+++ Exercise data +++

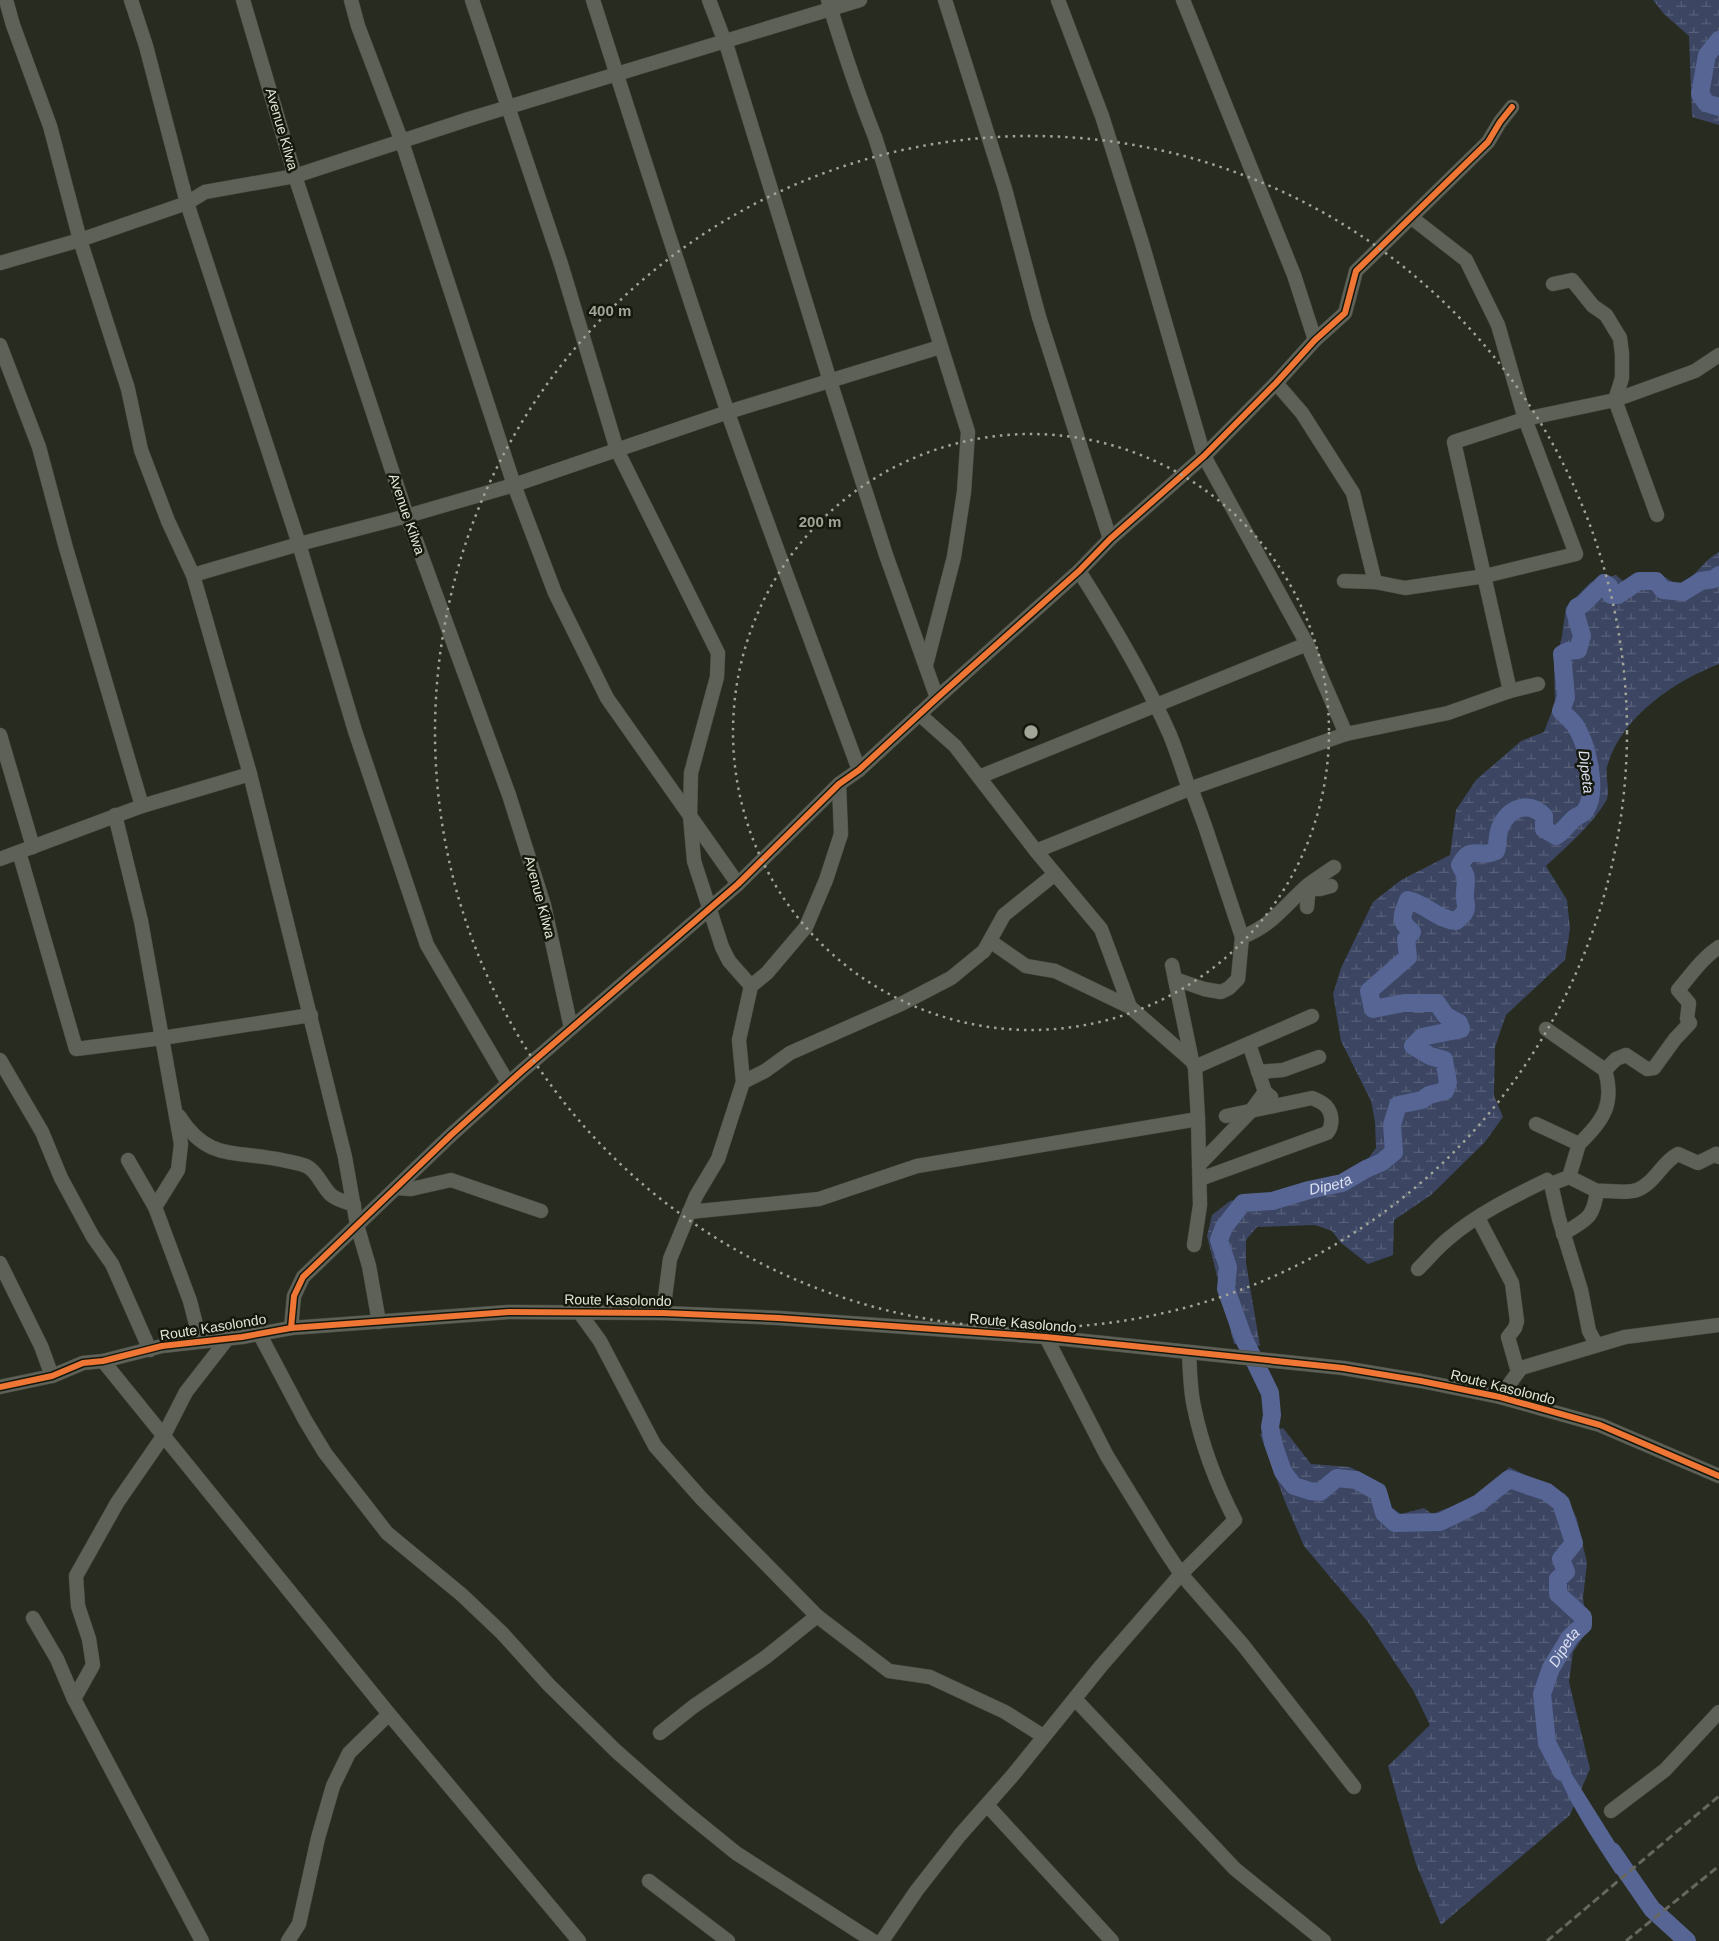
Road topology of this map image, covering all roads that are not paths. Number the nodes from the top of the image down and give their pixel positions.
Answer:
1 (131, 0) edge
2 (243, 0) edge
3 (351, 0) edge
4 (472, 0) edge
5 (593, 0) edge
6 (709, 0) edge
7 (860, 0) edge
8 (946, 0) edge
9 (1058, 0) edge
10 (1183, 0) edge
11 (5, 4) edge
12 (829, 4) edge
13 (724, 41) junction
14 (617, 76) junction
15 (1512, 107) dead end
16 (508, 108) junction
17 (402, 142) junction
18 (295, 176) junction
19 (187, 203) junction
20 (1412, 218) junction
21 (80, 240) junction
22 (0, 263) edge
23 (1553, 284) dead end
24 (1315, 340) junction
25 (0, 345) edge
26 (940, 347) junction
27 (1719, 355) edge
28 (830, 381) junction
29 (1276, 383) junction
30 (1615, 400) junction
31 (728, 412) junction
32 (1525, 419) junction
33 (617, 450) junction
34 (1204, 456) junction
35 (514, 485) junction
36 (1657, 515) dead end
37 (407, 516) junction
38 (1110, 539) junction
39 (298, 544) junction
40 (1079, 571) junction
41 (193, 575) junction
42 (1485, 576) junction
43 (1344, 581) dead end
44 (1374, 582) junction
45 (1308, 644) junction
46 (926, 665) junction
47 (1538, 684) dead end
48 (1510, 691) junction
49 (937, 698) junction
50 (1155, 705) junction
51 (920, 714) junction
52 (1346, 734) junction
53 (0, 735) edge
54 (859, 770) junction
55 (250, 774) junction
56 (979, 777) junction
57 (839, 784) junction
58 (1190, 788) junction
59 (142, 806) junction
60 (115, 815) junction
61 (690, 816) junction
62 (33, 848) junction
63 (1036, 851) junction
64 (19, 852) junction
65 (0, 859) edge
66 (1334, 867) dead end
67 (1055, 874) junction
68 (738, 884) junction
69 (1330, 886) dead end
70 (1309, 887) junction
71 (1307, 908) dead end
72 (709, 909) junction
73 (1242, 937) junction
74 (990, 941) junction
75 (1719, 947) edge
76 (751, 986) junction
77 (1130, 1007) junction
78 (311, 1016) junction
79 (1312, 1016) dead end
80 (571, 1028) junction
81 (1546, 1029) dead end
82 (162, 1038) junction
83 (1249, 1044) junction
84 (1319, 1058) dead end
85 (0, 1060) edge
86 (1194, 1064) junction
87 (1605, 1070) junction
88 (1258, 1072) junction
89 (743, 1082) junction
90 (508, 1083) junction
91 (1265, 1092) junction
92 (1280, 1105) junction
93 (1252, 1111) junction
94 (176, 1112) junction
95 (1226, 1116) dead end
96 (1198, 1119) junction
97 (1536, 1124) dead end
98 (1579, 1144) junction
99 (1719, 1157) edge
100 (128, 1160) dead end
101 (1199, 1164) junction
102 (1569, 1177) junction
103 (1200, 1179) junction
104 (1551, 1184) junction
105 (396, 1188) junction
106 (1597, 1191) junction
107 (354, 1205) junction
108 (154, 1207) junction
109 (541, 1211) dead end
110 (689, 1212) junction
111 (1478, 1218) junction
112 (357, 1225) junction
113 (1563, 1234) junction
114 (1194, 1245) dead end
115 (0, 1263) edge
116 (1418, 1269) dead end
117 (579, 1312) junction
118 (663, 1313) junction
119 (379, 1322) junction
120 (1719, 1325) edge
121 (291, 1328) junction
122 (259, 1333) junction
123 (1046, 1337) junction
124 (228, 1338) junction
125 (200, 1340) junction
126 (1596, 1344) junction
127 (150, 1350) junction
128 (1189, 1352) junction
129 (104, 1361) junction
130 (1518, 1372) junction
131 (52, 1376) junction
132 (0, 1388) edge
133 (1500, 1397) junction
134 (164, 1435) junction
135 (1719, 1476) edge
136 (1181, 1574) junction
137 (817, 1616) junction
138 (33, 1618) dead end
139 (74, 1699) junction
140 (1076, 1700) junction
141 (1719, 1712) edge
142 (389, 1714) junction
143 (660, 1733) dead end
144 (1043, 1736) junction
145 (1354, 1787) dead end
146 (987, 1805) junction
147 (1611, 1811) dead end
148 (649, 1881) dead end
149 (202, 1941) edge
150 (288, 1941) edge
151 (579, 1941) edge
152 (728, 1941) edge
153 (873, 1941) edge
154 (882, 1941) edge
155 (1112, 1941) edge
156 (1324, 1941) edge

1 - 19 street
2 - 18 street, Avenue Kilwa
3 - 17 street
4 - 16 street
5 - 14 street
6 - 13 street
7 - 12 street
8 - 38 street
9 - 34 street
10 - 24 street
11 - 21 street
12 - 13 street
12 - 26 street
13 - 14 street
13 - 28 street
14 - 16 street
14 - 31 street
15 - 20 street
16 - 17 street
16 - 33 street
17 - 18 street
17 - 35 street
18 - 19 street
18 - 37 street, Avenue Kilwa
19 - 21 street
19 - 39 street
20 - 24 street
20 - 32 street
21 - 22 street
21 - 41 street
23 - 30 street
24 - 29 street
25 - 59 street
26 - 28 street
26 - 46 street
27 - 30 street
28 - 31 street
28 - 46 street
29 - 34 street
29 - 44 street
30 - 32 street
30 - 36 street
31 - 33 street
31 - 54 street
32 - 42 street
32 - 42 street
33 - 35 street
33 - 61 street
34 - 38 street
34 - 45 street
35 - 37 street
35 - 61 street
37 - 39 street
37 - 80 street, Avenue Kilwa
38 - 40 street
39 - 41 street
39 - 90 street
40 - 49 street
40 - 50 street
41 - 55 street
42 - 44 street
42 - 48 street
43 - 44 street
45 - 50 street
45 - 52 street
46 - 49 street
47 - 48 street
48 - 52 street
49 - 51 street
50 - 56 street
50 - 58 street
51 - 54 street
51 - 56 street
52 - 58 street
53 - 62 street
54 - 57 street
55 - 59 street
55 - 78 street
56 - 63 street
57 - 68 street
57 - 76 street
58 - 63 street
58 - 73 street
59 - 60 street
60 - 62 street
60 - 82 street
61 - 68 street
61 - 72 street
62 - 64 street
63 - 67 street
64 - 65 street
64 - 82 street
66 - 70 street
67 - 74 street
67 - 77 street
68 - 72 street
69 - 70 street
70 - 71 street
70 - 73 street
72 - 76 street
72 - 80 street
73 - 86 street
74 - 77 street
74 - 89 street
75 - 87 street
76 - 89 street
77 - 86 street
78 - 82 street
78 - 107 street
79 - 83 street
80 - 90 street
81 - 87 street
82 - 94 street
83 - 86 street
83 - 88 street
84 - 88 street
85 - 127 street
86 - 96 street
87 - 98 street
88 - 91 street
89 - 110 street
90 - 105 street
91 - 92 street
91 - 93 street
92 - 93 street
92 - 103 street
93 - 95 street
93 - 101 street
94 - 107 street
94 - 108 street
96 - 101 street
96 - 110 street
97 - 98 street
98 - 102 street
99 - 106 street
100 - 108 street
101 - 103 street
102 - 104 street
102 - 106 street
103 - 114 street
104 - 111 street
104 - 113 street
105 - 109 street
105 - 112 street
106 - 113 street
107 - 112 street
108 - 125 street
110 - 118 street
111 - 116 street
111 - 130 street
112 - 119 street
112 - 121 street
113 - 126 street
115 - 131 street
117 - 118 street, Route Kasolondo
117 - 119 street, Route Kasolondo
117 - 137 street
118 - 123 street, Route Kasolondo
119 - 121 street, Route Kasolondo
120 - 126 street
121 - 122 street, Route Kasolondo
122 - 124 street, Route Kasolondo
122 - 153 street
123 - 128 street, Route Kasolondo
123 - 136 street
124 - 125 street, Route Kasolondo
124 - 134 street
125 - 127 street, Route Kasolondo
126 - 130 street
127 - 129 street, Route Kasolondo
128 - 133 street, Route Kasolondo
128 - 136 street
129 - 131 street, Route Kasolondo
129 - 134 street
130 - 133 street
131 - 132 street, Route Kasolondo
133 - 135 street, Route Kasolondo
134 - 139 street
134 - 142 street
136 - 140 street
136 - 145 street
137 - 143 street
137 - 144 street
138 - 139 street
139 - 149 street
140 - 144 street
140 - 156 street
141 - 147 street
142 - 150 street
142 - 151 street
144 - 146 street
146 - 154 street
146 - 155 street
148 - 152 street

+++

◆ Description of the task
Find every line in the records that has the word "Kilwa". Then report the count alone.

◆ Your response
3